- _Supplied material_:

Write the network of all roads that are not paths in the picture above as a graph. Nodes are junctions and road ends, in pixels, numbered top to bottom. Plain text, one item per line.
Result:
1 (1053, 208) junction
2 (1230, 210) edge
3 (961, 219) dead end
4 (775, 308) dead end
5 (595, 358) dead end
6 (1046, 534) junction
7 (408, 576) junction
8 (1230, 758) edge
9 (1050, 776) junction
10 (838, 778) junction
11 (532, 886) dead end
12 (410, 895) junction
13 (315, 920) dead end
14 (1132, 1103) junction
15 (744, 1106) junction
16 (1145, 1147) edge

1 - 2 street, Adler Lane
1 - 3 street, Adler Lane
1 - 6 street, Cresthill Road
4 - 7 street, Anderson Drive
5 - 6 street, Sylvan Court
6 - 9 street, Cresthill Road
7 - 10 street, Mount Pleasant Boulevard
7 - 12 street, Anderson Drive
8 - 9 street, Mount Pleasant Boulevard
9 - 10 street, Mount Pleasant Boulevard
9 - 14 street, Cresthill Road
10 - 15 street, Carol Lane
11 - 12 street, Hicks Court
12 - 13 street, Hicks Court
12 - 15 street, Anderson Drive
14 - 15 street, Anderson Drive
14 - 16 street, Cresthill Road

---

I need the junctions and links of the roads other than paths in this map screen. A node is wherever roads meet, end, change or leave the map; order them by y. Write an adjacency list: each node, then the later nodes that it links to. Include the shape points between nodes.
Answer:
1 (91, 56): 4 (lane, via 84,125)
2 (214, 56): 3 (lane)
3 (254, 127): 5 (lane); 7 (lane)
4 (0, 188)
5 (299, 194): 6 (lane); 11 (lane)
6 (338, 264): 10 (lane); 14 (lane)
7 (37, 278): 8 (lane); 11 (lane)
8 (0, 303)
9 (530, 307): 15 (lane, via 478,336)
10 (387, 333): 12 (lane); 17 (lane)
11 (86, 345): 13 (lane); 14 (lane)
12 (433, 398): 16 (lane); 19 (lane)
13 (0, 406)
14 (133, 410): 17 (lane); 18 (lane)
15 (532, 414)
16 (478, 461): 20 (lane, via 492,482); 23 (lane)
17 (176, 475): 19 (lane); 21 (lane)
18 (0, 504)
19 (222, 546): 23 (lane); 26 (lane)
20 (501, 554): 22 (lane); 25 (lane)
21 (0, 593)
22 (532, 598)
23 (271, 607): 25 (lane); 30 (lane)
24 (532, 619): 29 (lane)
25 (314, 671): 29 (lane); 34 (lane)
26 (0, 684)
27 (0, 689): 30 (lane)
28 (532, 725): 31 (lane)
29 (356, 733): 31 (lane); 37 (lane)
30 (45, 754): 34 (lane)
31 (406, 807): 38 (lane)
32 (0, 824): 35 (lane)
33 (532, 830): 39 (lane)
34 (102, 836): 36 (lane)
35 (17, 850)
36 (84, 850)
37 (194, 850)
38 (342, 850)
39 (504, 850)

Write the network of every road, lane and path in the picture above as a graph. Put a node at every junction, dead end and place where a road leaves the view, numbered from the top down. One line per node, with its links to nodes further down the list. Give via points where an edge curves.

- _Task statement_: Please go through the data above and copy every line that has the word "Write".

- _Solution for this task_:
Write the network of all roads that are not paths in the picture above as a graph. Nodes are junctions and road ends, in pixels, numbered top to bottom. Plain text, one item per line.
I need the junctions and links of the roads other than paths in this map screen. A node is wherever roads meet, end, change or leave the map; order them by y. Write an adjacency list: each node, then the later nodes that it links to. Include the shape points between nodes.
Write the network of every road, lane and path in the picture above as a graph. Put a node at every junction, dead end and place where a road leaves the view, numbered from the top down. One line per node, with its links to nodes further down the list. Give via points where an edge curves.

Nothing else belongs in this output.